Sekjen PBB Guterres Sambut Baik Gencatan Senjata Dua Minggu Iran-AS
IDXChannel - Sekretaris Jenderal (Sekjen) PBB Antonio Guterres menyambut baik pengumuman gencatan senjata selama dua minggu antara Amerika Serikat dan Iran.
"Semua pihak untuk mematuhi kewajiban mereka berdasarkan hukum internasional dan menaati ketentuan gencatan senjata guna membuka jalan menuju perdamaian yang langgeng dan menyeluruh di kawasan tersebut," kata Guterres melalui juru bicaranya, Stephane Dujarric dilansir dari Aljazeera, Rabu (8/4/2026).

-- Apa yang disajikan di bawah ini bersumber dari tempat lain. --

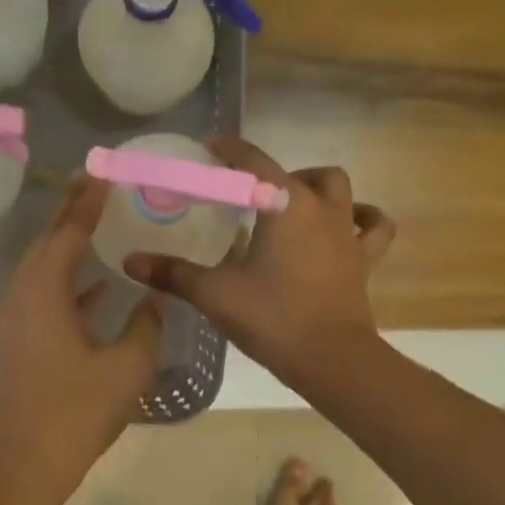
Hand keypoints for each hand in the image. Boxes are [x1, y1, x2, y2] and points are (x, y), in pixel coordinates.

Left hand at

Dia menambahkan, penghentian permusuhan sangat mendesak untuk melindungi nyawa warga sipil dan meringankan penderitaan manusia.

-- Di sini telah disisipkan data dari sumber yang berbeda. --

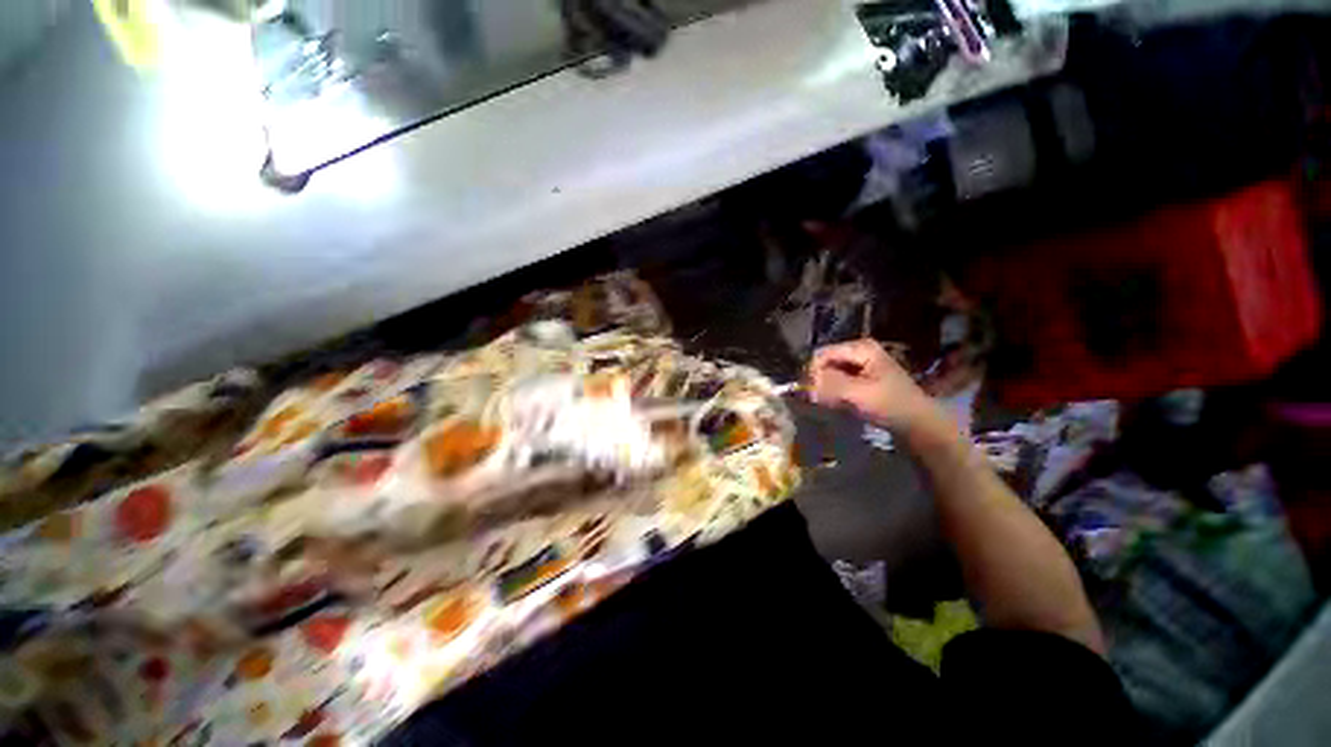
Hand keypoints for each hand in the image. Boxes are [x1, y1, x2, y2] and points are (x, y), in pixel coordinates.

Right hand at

"Utusan Pribadi Sekretaris Jenderal PBB, Jean Arnault, berada di kawasan tersebut untuk mendukung upaya menuju perdamaian yang langgeng," katanya.
Untuk diketahui, Iran telah menyetujui gencatan senjata selama dua minggu dengan Amerika Serikat (AS).

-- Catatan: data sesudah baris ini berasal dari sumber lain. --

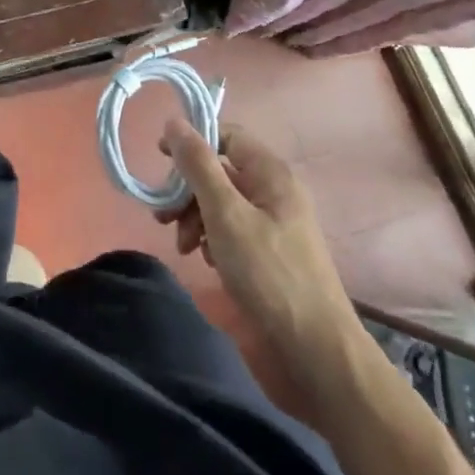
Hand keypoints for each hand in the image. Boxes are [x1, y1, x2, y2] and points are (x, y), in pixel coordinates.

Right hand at [159, 118, 361, 389]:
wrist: (314, 353)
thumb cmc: (269, 274)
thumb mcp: (225, 213)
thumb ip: (197, 165)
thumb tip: (173, 121)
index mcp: (270, 174)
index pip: (226, 136)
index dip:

Trump mengatakan gencatan senjata itu bergantung pada persetujuan Iran untuk pembukaan yang lengkap, segera, dan aman di Selat Hormuz, jalur air yang menghubungkan Teluk Persia ke Laut Arab dan tempat seperlima pasokan minyak global melintas.
Blokade sebagian Iran terhadap selat tersebut telah mengganggu perdagangan global, menaikkan harga minyak, dan menyebabkan kekurangan bahan bakar di seluruh dunia.
AS telah menerima proposal 10 poin dari Iran, dan percaya itu adalah dasar yang dapat diterapkan untuk bernegosiasi.
AS dan Iran telah menyepakati hampir semua poin perselisihan dan periode dua minggu akan memungkinkan kesepakatan tersebut untuk diselesaikan dan diwujudkan.
“Jika serangan terhadap Iran dihentikan, angkatan bersenjata kita yang kuat akan menghentikan operasi pertahanan mereka,” katanya dalam sebuah unggahan di X.
Araghchi mengatakan bahwa jalur aman melalui Selat Hormuz akan dimungkinkan dengan koordinasi bersama Angkatan Bersenjata Iran, dan bahwa keputusan tersebut diambil mengingat penerimaan Trump terhadap kerangka umum proposal 10 poin Iran sebagai dasar untuk negosiasi.